His journey was not altogether smooth. Despite the men with guns on the streets, despite the honking and the waving from the heavily armed convoy, the vehicles could only jerk their way down the snarled street.
The impression among the amused and bemused bystanders was that the police could not even organise a convoy.
The big idea, shared by the new Middle East envoy Tony Blair, is that if the Palestinians can be shown able and responsible enough to police their own backyard, then the Israelis will be persuaded to lighten their heavy military occupation.
The path of Gen Dayton's convoy suggested there is distance yet to travel.
BALATA STYLE
Just outside Nablus lies the West Bank's biggest refugee camp, Balata. As many as 35,000 people are shoehorned into one square kilometre.
Some of the children there are third or fourth generation refugees. Not even their grandparents have ever seen what they consider to be the family home.
But ask a five-year-old where he comes from, and he doesn't blink.
"Haifa," he tells us, without missing a beat.
There is, though, one giveaway clue to the provenance of some of the boys: you'd know they were from Balata, even if you saw them down the road in Nablus.
Many of them sport a close-cropped pudding bowl of a haircut. It was the hairstyle of a celebrated "martyr" from Balata - a militant who was killed by the Israelis early on in the second Intifada.

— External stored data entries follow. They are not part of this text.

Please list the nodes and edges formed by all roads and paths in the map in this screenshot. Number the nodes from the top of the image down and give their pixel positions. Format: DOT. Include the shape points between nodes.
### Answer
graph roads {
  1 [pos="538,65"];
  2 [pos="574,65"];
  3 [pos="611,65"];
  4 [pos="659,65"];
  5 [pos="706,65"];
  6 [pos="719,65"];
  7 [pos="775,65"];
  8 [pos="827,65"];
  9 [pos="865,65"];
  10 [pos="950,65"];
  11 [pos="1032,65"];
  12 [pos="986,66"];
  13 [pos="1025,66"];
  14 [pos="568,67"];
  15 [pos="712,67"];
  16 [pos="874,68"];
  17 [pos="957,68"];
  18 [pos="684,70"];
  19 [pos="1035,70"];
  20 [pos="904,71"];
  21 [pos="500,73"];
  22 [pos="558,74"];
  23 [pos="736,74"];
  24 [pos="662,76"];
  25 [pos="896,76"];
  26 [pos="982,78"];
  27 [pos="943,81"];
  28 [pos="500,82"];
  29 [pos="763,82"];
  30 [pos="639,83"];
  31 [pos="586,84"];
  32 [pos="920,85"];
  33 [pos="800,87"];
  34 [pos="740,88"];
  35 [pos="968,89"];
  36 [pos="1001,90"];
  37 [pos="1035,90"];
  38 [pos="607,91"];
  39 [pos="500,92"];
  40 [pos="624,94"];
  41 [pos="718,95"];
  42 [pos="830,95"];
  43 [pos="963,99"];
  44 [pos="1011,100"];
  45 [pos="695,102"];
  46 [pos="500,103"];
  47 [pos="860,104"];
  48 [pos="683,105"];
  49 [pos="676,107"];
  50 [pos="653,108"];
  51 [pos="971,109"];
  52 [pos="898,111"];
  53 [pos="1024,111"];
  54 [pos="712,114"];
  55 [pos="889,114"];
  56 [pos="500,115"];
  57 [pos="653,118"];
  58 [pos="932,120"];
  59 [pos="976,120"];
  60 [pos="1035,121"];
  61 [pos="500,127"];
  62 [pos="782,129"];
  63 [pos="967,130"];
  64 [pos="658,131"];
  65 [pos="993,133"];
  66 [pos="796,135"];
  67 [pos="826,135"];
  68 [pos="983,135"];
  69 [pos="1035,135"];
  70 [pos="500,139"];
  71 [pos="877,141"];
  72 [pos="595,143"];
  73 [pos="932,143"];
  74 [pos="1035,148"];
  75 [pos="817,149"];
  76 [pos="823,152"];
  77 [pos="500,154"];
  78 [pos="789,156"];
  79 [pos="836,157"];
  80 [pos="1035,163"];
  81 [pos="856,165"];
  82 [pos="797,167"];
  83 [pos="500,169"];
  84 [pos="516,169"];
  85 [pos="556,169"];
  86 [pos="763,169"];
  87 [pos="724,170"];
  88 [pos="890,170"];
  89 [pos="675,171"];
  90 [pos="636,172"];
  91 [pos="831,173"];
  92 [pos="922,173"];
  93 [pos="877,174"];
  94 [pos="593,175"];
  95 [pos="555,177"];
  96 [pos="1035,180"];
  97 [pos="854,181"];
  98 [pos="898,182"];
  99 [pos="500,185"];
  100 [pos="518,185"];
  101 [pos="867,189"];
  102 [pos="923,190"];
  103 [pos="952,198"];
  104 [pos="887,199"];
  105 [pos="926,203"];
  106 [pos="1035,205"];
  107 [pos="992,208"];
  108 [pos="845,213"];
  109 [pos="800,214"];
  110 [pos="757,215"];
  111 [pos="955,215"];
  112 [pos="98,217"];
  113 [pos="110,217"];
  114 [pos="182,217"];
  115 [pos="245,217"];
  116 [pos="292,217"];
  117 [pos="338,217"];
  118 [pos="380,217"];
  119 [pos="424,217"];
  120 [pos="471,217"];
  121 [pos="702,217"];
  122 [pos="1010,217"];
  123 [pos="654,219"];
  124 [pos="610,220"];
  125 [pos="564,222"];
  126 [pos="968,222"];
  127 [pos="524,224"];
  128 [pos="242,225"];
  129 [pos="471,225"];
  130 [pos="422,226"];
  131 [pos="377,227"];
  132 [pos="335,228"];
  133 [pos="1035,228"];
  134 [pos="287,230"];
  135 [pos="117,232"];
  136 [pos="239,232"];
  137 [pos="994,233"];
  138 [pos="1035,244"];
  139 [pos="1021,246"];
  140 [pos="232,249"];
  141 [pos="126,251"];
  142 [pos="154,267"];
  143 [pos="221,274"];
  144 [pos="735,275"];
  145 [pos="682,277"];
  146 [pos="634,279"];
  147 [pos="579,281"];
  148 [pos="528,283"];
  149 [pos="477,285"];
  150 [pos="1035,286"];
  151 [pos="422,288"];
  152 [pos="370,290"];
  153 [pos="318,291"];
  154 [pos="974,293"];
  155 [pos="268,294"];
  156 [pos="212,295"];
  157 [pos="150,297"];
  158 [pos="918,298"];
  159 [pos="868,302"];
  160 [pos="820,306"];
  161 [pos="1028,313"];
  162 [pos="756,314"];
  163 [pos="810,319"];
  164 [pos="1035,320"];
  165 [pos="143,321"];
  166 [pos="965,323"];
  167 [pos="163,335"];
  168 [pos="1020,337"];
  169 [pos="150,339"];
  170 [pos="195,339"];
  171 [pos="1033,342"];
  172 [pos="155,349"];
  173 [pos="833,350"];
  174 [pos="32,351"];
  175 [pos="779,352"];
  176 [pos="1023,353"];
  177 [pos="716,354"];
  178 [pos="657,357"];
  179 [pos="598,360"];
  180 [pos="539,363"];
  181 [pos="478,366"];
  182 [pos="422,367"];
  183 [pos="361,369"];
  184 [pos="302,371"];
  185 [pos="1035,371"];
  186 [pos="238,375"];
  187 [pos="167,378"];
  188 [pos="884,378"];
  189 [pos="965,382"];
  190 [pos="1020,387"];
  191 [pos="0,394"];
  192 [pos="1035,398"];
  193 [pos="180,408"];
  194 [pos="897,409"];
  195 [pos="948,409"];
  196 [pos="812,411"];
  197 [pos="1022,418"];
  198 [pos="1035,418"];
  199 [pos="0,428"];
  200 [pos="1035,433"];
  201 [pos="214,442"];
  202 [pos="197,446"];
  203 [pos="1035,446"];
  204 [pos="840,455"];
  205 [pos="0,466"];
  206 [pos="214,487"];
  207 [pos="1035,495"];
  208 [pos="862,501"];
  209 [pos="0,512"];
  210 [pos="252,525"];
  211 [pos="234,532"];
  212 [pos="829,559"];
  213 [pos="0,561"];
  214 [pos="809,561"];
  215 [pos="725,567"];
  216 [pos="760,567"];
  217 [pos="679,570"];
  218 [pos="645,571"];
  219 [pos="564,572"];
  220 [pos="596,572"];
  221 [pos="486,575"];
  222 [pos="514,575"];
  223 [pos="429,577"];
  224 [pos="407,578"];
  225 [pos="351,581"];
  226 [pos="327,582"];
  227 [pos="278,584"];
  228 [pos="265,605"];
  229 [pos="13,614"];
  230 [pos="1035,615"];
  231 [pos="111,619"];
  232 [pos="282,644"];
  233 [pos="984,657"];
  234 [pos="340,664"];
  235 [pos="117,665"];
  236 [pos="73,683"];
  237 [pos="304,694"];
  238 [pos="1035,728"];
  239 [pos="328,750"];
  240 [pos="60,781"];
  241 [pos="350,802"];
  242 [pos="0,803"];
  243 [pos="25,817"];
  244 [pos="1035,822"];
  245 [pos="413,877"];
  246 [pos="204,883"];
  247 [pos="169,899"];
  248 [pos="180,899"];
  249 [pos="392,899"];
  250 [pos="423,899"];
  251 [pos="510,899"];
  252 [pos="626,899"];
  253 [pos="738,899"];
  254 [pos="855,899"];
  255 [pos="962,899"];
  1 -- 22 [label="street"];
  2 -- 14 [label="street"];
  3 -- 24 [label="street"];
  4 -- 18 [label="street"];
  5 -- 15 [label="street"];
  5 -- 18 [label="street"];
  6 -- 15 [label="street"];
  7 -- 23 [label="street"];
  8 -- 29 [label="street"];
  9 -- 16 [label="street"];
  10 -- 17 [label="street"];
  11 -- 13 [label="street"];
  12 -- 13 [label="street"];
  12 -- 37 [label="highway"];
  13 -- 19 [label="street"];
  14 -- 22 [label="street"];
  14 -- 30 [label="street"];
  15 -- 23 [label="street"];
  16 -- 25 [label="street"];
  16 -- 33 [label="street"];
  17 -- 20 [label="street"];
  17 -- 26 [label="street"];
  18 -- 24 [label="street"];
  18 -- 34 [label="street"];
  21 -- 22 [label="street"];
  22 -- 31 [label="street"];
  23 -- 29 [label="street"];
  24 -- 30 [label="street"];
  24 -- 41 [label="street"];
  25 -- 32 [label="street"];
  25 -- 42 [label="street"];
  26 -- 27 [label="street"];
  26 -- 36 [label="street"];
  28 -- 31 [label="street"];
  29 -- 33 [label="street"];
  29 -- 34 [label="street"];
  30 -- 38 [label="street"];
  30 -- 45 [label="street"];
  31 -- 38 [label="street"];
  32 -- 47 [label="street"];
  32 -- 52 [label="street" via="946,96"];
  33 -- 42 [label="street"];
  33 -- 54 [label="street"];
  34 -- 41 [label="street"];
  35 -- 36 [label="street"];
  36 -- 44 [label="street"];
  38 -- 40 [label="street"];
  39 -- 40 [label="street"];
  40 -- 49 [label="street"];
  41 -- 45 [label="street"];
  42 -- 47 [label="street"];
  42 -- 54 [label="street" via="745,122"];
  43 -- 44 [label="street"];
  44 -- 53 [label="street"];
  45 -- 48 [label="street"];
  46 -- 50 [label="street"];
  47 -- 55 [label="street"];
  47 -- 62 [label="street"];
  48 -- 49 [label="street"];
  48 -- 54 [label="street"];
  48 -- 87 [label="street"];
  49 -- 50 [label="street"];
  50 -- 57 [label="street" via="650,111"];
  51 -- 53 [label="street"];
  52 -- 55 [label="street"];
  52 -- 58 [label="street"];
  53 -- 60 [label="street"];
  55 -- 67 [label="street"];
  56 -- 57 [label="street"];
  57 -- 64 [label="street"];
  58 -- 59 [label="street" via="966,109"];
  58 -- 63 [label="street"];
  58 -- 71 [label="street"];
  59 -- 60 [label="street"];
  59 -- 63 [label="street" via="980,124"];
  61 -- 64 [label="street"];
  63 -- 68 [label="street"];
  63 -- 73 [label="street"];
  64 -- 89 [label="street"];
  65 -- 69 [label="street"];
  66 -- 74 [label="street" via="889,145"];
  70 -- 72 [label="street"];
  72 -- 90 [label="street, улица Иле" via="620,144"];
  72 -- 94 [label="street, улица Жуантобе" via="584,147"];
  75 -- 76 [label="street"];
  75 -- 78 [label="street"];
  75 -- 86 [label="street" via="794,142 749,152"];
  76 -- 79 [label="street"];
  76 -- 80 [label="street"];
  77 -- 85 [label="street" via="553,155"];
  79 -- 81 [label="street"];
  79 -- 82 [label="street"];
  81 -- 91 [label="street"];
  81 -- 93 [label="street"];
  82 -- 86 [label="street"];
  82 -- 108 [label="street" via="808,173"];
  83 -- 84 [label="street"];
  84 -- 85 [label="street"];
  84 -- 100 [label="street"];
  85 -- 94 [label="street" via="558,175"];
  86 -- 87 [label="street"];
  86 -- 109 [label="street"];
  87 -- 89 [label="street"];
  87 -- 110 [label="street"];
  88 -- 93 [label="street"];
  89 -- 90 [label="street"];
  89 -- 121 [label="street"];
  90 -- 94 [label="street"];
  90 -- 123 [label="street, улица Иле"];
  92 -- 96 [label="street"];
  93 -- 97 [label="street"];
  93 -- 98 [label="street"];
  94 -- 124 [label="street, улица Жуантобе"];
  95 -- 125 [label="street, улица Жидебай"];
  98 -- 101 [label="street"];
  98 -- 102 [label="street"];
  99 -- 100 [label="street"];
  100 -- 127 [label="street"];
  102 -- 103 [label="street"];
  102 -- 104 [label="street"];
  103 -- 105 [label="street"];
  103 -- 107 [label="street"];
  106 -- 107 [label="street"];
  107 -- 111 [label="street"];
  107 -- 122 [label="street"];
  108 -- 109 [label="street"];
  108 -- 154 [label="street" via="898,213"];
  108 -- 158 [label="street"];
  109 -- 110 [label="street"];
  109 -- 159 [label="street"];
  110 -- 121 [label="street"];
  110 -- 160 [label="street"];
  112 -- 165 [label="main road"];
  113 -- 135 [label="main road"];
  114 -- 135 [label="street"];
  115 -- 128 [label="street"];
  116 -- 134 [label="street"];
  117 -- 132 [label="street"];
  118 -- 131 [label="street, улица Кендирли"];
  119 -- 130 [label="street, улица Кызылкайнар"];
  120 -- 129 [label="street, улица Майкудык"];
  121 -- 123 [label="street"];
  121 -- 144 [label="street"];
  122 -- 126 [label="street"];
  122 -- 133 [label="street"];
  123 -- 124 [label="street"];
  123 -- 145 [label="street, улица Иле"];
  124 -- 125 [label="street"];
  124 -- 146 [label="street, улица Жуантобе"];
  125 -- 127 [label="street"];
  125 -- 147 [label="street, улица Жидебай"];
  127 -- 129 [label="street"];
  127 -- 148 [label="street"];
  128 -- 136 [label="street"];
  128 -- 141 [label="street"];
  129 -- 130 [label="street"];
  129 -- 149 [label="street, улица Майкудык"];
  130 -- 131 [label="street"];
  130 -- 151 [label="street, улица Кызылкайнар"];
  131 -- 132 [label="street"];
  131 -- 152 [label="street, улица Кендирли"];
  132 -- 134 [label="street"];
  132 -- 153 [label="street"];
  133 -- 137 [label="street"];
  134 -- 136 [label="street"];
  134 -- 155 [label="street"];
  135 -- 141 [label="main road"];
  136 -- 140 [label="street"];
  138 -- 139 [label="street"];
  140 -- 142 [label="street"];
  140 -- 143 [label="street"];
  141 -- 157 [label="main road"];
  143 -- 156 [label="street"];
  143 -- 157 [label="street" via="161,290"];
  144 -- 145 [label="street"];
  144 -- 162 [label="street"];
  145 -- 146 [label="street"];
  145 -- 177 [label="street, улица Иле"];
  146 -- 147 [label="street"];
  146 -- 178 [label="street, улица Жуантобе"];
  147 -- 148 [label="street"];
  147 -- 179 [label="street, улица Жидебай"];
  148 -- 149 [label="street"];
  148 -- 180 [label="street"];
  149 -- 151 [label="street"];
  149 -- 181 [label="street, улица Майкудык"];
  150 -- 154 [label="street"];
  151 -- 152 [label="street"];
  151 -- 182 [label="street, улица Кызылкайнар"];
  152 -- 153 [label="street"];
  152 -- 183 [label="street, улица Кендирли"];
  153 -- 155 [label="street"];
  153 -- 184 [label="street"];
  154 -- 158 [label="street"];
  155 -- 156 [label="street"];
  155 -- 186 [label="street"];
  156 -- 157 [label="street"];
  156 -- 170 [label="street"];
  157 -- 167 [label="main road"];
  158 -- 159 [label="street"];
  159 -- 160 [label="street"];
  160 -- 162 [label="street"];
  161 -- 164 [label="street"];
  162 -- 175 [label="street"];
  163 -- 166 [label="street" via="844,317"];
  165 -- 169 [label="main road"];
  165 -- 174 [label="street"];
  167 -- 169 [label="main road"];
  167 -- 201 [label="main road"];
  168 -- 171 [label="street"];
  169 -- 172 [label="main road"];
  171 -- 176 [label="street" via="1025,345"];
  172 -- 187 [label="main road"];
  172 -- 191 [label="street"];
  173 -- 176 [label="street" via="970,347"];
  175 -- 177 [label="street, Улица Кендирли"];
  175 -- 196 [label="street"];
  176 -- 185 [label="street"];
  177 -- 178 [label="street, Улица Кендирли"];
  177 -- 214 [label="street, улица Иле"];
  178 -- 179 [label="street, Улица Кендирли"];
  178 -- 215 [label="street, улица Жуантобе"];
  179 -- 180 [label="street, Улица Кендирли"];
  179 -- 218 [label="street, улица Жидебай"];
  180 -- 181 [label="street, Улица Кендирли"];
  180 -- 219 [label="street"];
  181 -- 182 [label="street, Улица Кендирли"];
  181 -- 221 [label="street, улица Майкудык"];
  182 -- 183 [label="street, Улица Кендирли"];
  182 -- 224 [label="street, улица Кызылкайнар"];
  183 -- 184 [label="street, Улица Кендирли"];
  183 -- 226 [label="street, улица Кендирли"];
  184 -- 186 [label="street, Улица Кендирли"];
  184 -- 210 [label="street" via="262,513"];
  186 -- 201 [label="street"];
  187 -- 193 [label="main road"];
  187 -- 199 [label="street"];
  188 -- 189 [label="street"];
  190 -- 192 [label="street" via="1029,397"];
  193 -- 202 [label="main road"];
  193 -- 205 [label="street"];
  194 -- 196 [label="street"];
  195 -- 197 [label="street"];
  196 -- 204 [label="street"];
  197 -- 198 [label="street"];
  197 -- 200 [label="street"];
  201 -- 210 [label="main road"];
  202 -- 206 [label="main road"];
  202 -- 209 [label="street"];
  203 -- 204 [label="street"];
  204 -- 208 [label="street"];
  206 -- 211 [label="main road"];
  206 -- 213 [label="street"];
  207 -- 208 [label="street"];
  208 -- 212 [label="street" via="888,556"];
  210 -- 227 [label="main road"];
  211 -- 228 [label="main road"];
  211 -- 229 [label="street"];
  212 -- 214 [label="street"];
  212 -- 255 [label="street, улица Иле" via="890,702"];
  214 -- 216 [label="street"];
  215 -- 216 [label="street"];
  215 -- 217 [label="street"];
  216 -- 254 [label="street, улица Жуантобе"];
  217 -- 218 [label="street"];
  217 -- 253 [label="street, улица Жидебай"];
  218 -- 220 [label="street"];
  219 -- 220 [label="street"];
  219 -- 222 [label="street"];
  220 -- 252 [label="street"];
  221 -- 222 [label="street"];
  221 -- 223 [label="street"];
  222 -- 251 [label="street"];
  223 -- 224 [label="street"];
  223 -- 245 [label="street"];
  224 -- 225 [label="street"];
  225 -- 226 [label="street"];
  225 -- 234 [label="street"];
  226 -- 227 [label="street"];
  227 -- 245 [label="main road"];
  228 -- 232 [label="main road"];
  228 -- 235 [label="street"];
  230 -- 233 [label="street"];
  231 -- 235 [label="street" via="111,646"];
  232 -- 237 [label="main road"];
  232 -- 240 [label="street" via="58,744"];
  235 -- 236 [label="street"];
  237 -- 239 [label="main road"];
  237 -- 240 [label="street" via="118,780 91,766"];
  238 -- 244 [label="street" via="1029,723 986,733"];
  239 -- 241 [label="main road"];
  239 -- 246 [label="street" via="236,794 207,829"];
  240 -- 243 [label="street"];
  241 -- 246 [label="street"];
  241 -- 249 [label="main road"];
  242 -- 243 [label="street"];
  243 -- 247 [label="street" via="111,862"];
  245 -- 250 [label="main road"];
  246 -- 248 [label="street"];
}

In Balata, it is a badge of honour.
HAVA CELEBRATION
Anniversaries are the refuge of the journalist scoundrel. So here's one...
Manhattan has just staged Hava Nagila 100th Anniversary Celebration Week, to mark the writing of the lyrics to that unofficial Jewish anthem, played at all weddings, bar mitzvahs, and sundry knees-ups.
The celebrations are being co-ordinated by 86-year-old Sheldon Feinberg, a cantor in South Carolina.
He has his own website:
A small plea: listen to him singing Hava Nagila (Let us rejoice), at eight in the morning his time, down the telephone to me.
Several decades of practice went into the rolling of the "r"s, 35 seconds in.
And then listen to what Hava Nagila replaced - in the surge of early Zionist optimism - as the archetypal Jewish song.
That was a Yiddish elegy called Eli, Eli (My God, My God).
The lyrics:
My God: why have you forsaken me?
In fire and flames, they burned us.
Everywhere, they shamed and mocked us.
But no-one could turn us away from you, O God.
It is sung, tinglingly, by one of the world's top Jewish musicologists, Prof Eliyahu Schleifer, in his office in Jerusalem, on a gorgeous autumn morning.